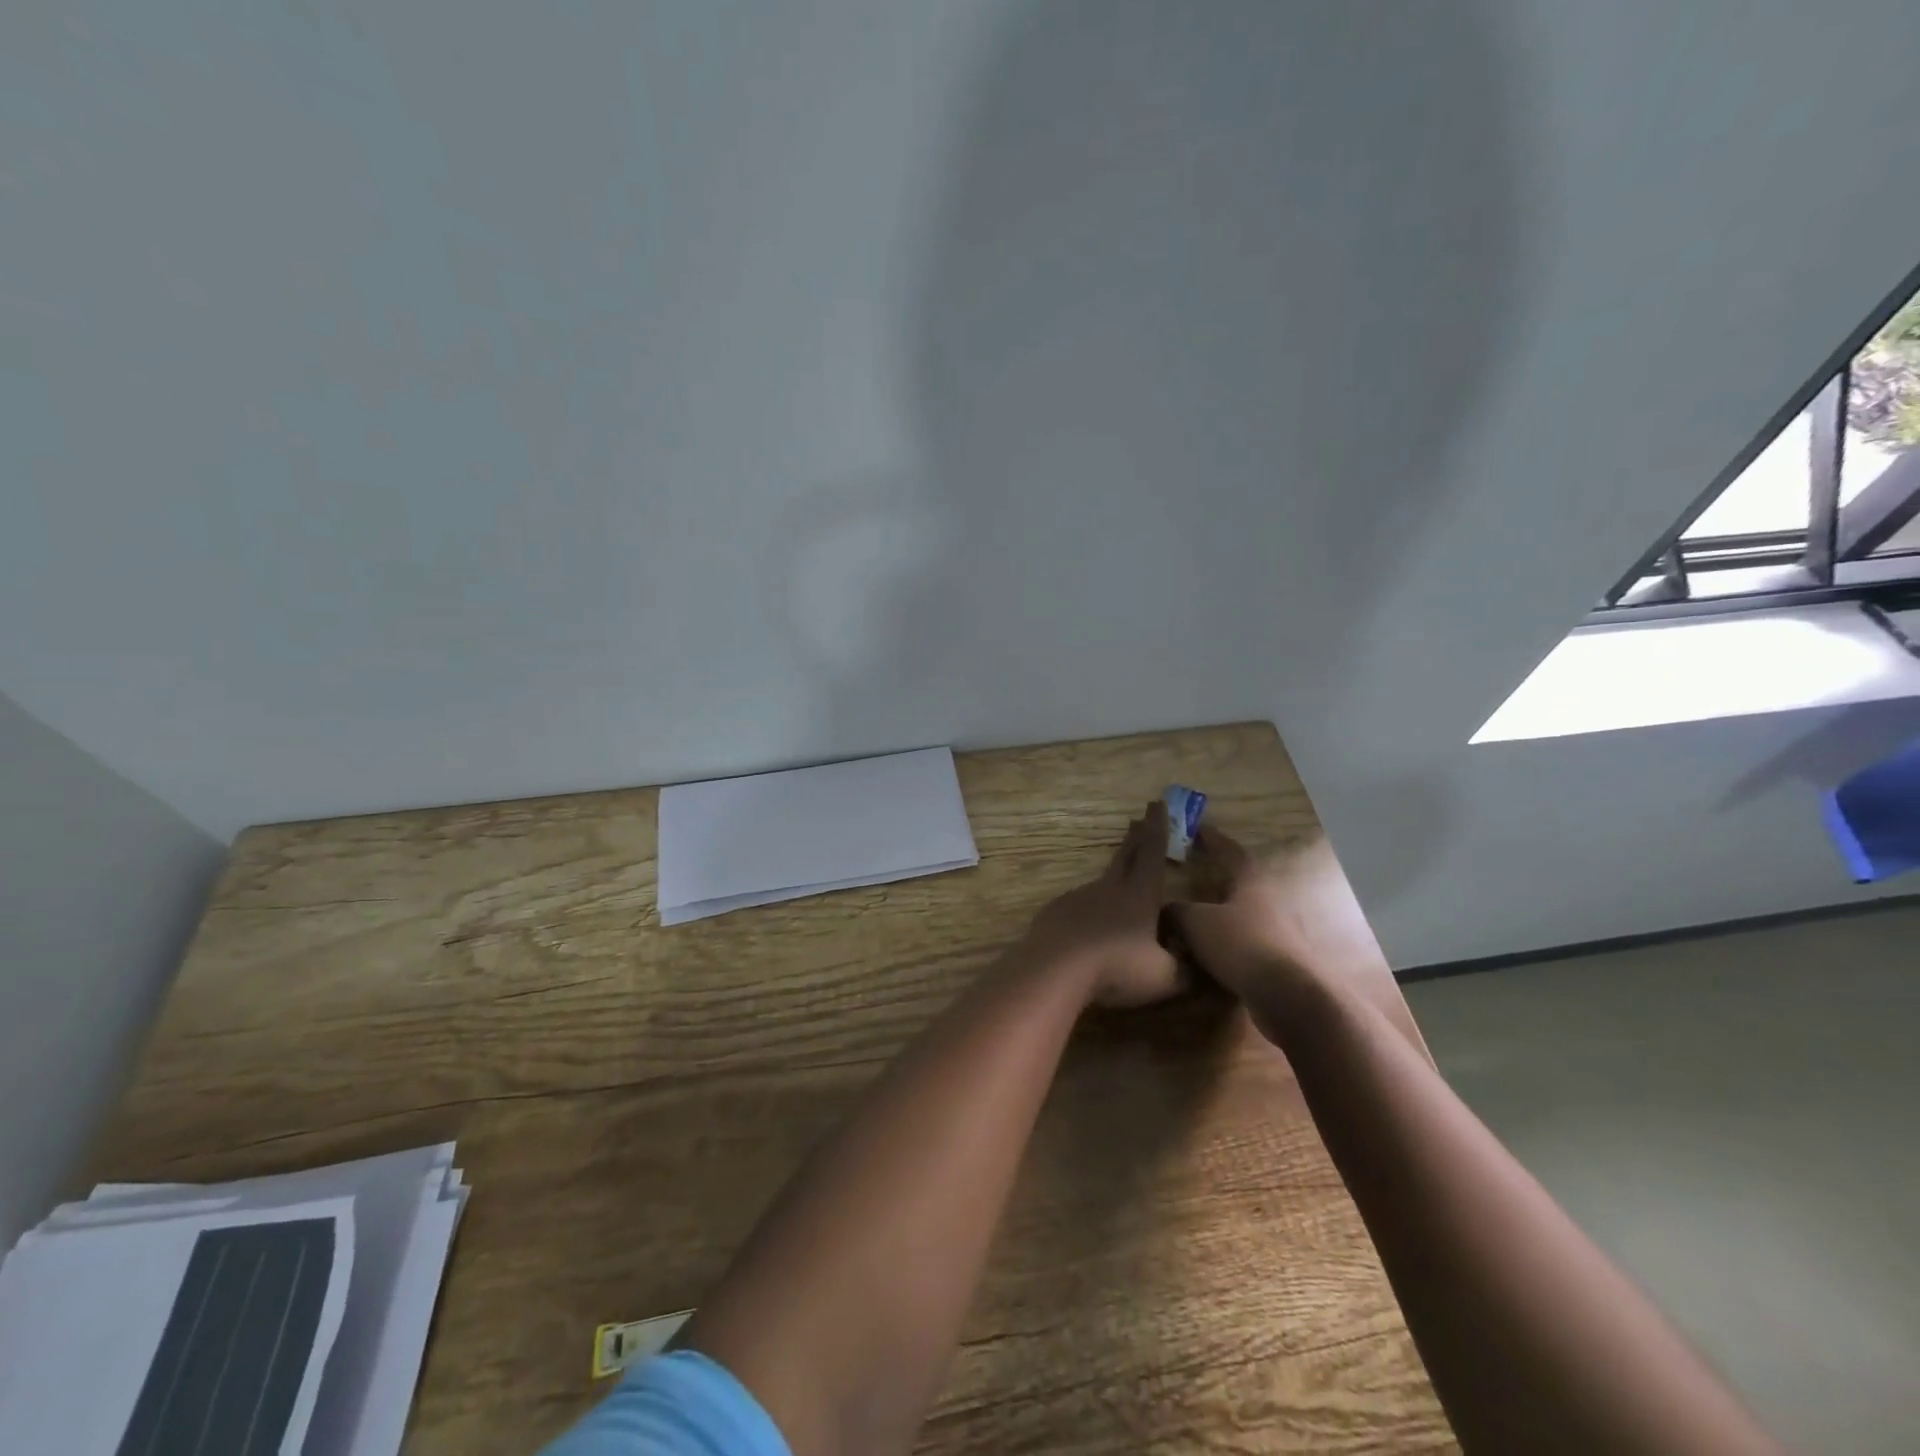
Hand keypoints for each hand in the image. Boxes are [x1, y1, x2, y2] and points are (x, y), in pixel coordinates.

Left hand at [1020, 800, 1182, 1007]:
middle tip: (1138, 819)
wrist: (1055, 968)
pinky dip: (1089, 909)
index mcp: (1139, 894)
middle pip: (1125, 855)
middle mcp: (1109, 888)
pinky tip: (1089, 926)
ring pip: (1102, 882)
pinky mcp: (1057, 912)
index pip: (1152, 852)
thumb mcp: (1163, 977)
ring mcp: (1079, 897)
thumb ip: (1184, 971)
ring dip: (1114, 877)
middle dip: (1135, 837)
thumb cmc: (1116, 967)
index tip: (1158, 804)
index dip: (1158, 828)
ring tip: (1121, 885)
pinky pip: (1079, 906)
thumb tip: (1195, 970)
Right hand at [1172, 829, 1386, 1039]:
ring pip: (1238, 915)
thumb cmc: (1240, 945)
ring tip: (1188, 918)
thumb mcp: (1196, 922)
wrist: (1287, 996)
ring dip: (1216, 914)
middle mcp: (1266, 902)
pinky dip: (1222, 943)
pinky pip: (1241, 943)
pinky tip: (1202, 953)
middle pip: (1237, 883)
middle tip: (1188, 875)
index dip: (1212, 839)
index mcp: (1250, 882)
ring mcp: (1274, 932)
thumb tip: (1165, 910)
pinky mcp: (1275, 959)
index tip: (1196, 828)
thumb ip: (1176, 911)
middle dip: (1213, 878)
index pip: (1230, 851)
————
Required action:
Except for the pictures, give the data again word for word.

Written response:
Hand keypoints for each hand in the image. Boxes are [x1, y1, x2, y2] and points are (x, y), in pixel coordinates.

Left hand at [1020, 800, 1182, 1007]:
middle tip: (1138, 819)
wrist: (1055, 968)
pinky dip: (1089, 909)
index mcp: (1139, 894)
middle pip: (1125, 855)
middle mcp: (1109, 888)
pinky tip: (1089, 926)
ring pip: (1102, 882)
pinky mcp: (1057, 912)
index pip: (1152, 852)
thumb mcp: (1163, 977)
ring mcp: (1079, 897)
thumb ip: (1184, 971)
ring dip: (1114, 877)
middle dip: (1135, 837)
thumb cmc: (1116, 967)
index tip: (1158, 804)
index dip: (1158, 828)
ring tip: (1121, 885)
pinky pip: (1079, 906)
thumb tip: (1195, 970)
Right hand at [1172, 829, 1386, 1039]:
ring pip: (1238, 915)
thumb cmc: (1240, 945)
ring tip: (1188, 918)
thumb mcp: (1196, 922)
wrist: (1287, 996)
ring dip: (1216, 914)
middle mcp: (1266, 902)
pinky dip: (1222, 943)
pinky pip: (1241, 943)
pinky tip: (1202, 953)
middle pip: (1237, 883)
middle tip: (1188, 875)
index dip: (1212, 839)
index mcp: (1250, 882)
ring mcp: (1274, 932)
thumb tip: (1165, 910)
pinky mcp: (1275, 959)
index tip: (1196, 828)
thumb ip: (1176, 911)
middle dip: (1213, 878)
index pip: (1230, 851)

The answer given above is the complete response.